Изменить стиль страницы

Его голос не дрогнул.

— Вначале у меня не было никаких планов. Но я хотел заставить их заплатить за то, что они сделали со мной, и за то, что они делали с некоторыми детьми в том доме.

Она была на сто процентов согласна с этим.

— Что ты сделал?

Он бросил на нее взгляд.

— Я вернулся через несколько лет, когда узнал, что они не будут меня ждать. Каждый год всех детей водили на разные участки для проверки, а взрослые оставались дома.

— Ты пошел в тот день, — догадалась она, зная, что он хотел, чтобы дети не мешали ему.

— И что ты сделал?

— Я все сжег, — заявил он.

— Каждый дюйм этой земли, каждый кирпич этого дома, я поджег его. И я стоял снаружи, наслаждаясь пламенем, пока они забирали всех, кто был внутри. Живыми.

Она слегка вздрогнула от ярких образов, которые предстали перед ее мысленным взором, но не почувствовала сочувствия к тем, кто сгорел. Они заслуживали того, чтобы гореть в том аду, который они создали.

— И тогда Синдикат пришел к тебе? — Она собрала воедино кусочки из того, что он ей рассказал. — И ты работал на них некоторое время. Но зачем было преследовать их после этого, когда ты уже уничтожил тех, кто причинил тебе боль? Я не понимаю.

Он молчал долгую минуту, просто глядя вверх, его пальцы лениво двигались вверх и вниз по ее позвоночнику. Она уже почти подумала, что он не ответит, когда он снова заговорил.

— Я начал собирать информацию внутри организации. Я узнал о том, сколько у них операций в скольких местах, о различных профессиях, которыми они занимались, о влиятельных людях со стороны, которые были так или иначе вовлечены в их деятельность. Я брал всю эту информацию и сохранял ее. В конце концов, знание — это сила.

Хорошо. Это все еще не ответило на ее вопрос.

— Именно в последний год работы на них я понял структуру организации. Она похожа на пирамиду: внизу — кураторы, над ними — их менеджеры, потом их боссы и, наконец, сами лидеры Синдиката. Никто из нижних уровней не знает никого выше, кроме своего собственного связного. Так организация работала десятилетиями и держала все в секрете.

Лайла оставалась неподвижной, переплетая свои ноги с его ногами, чтобы дать ему понять, что она здесь, не нарушая его потока.

— Есть — или было — пять лидеров. Синдикатеры.

— Так они себя называют?

Темная усмешка покинула его.

— На носу, не так ли?

Так и есть. Но такие люди, занимающие столь высокие посты в организации, должны быть полны высокомерия, так что она не удивилась.

— Что значит, было пять лидеров?

— Четверо из них мертвы, — он повернулся, чтобы посмотреть на нее. — Сейчас жив только один.

Ее сердце заколотилось от его слов, от этого намека.

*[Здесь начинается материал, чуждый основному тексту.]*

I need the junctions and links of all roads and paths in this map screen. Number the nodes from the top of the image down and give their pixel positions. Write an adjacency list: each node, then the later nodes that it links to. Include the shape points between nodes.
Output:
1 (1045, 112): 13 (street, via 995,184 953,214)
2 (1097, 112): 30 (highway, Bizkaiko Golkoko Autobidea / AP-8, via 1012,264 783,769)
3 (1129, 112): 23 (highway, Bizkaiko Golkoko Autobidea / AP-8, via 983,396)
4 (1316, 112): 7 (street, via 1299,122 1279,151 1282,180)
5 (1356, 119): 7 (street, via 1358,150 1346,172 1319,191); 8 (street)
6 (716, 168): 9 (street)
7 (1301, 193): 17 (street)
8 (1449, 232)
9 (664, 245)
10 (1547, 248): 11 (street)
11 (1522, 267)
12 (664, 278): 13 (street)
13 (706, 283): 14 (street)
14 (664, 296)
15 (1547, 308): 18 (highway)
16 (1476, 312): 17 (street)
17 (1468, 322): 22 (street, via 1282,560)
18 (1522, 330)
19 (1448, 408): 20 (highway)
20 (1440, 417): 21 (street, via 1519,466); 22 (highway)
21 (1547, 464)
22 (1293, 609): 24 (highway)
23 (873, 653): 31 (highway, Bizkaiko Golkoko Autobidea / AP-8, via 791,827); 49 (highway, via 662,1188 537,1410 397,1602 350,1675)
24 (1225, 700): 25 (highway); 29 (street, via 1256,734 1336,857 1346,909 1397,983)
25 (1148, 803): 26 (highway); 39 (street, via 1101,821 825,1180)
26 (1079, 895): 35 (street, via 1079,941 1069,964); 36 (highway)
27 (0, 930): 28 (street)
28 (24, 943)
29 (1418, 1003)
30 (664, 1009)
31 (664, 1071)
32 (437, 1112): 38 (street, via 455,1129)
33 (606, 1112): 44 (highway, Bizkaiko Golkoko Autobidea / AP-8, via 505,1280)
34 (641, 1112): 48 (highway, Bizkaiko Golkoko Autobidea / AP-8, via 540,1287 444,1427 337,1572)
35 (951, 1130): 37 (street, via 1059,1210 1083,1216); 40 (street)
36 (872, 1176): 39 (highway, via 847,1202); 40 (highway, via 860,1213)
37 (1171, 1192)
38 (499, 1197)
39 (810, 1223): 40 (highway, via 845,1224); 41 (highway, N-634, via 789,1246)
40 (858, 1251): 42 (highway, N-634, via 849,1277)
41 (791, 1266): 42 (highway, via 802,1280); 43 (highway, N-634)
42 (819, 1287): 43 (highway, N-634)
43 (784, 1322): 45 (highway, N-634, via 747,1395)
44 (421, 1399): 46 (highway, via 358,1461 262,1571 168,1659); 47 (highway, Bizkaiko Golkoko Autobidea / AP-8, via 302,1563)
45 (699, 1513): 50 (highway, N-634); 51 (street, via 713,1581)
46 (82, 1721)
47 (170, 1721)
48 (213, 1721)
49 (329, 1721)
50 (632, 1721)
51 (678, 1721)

Не может быть. Она приподнялась на локте и потрясенно посмотрела на него.

— Ты имеешь в виду, что если его убрать, то организация может... прекратить свое существование?

— Все гораздо сложнее, — объяснил он, не сводя с нее глаз.

— Если его уберут, кто-то другой поднимется и заполнит пустоту. И такая организация, которая существует уже более пяти десятилетий, не может быть уничтожена одним ударом.

— Но ты работал над этим почти два из этих десятилетий, не так ли?

— Работал.

Но почему? Она не понимала этого. Это было не из-за какого-то его морального компаса — она знала, что его мораль была столь же хороша, как и ноль, когда дело касалось кого-либо, кроме нее. Даже к детям он не был привязан, скорее их беспомощность заставляла его делать шаг навстречу. Но у такого человека, как он, одержимого идеей уничтожить организацию, должен был быть какой-то мотив.

Она не стала озвучивать свои мысли, терпеливо ожидая, пока он расскажет подробности.

Его челюсть работала.

— В тот последний год, когда я был там, среди собранных мною данных я нашел свое собственное досье.

О.

— Я был скрещен с несовершеннолетней девочкой и мужчиной тридцати лет, — констатировал он совершенно искренне. — Она покончила с собой после того, как родила меня, и я был помещен в приют. Мой отец...

Она задержала дыхание.

— В то время был синдикатером.

Молчание.

Она была ошеломлена безмолвием.

Когда она потрясенно замолчала, его покинула еще одна мрачная усмешка.

— Я — принц этого ада, во всех смыслах.

Она не могла произнести ни слова. Она не знала, что сказать.

Она положила голову ему на грудь, ее сердце билось в такт с его сердцем, и все части этого человека вставали на свои места.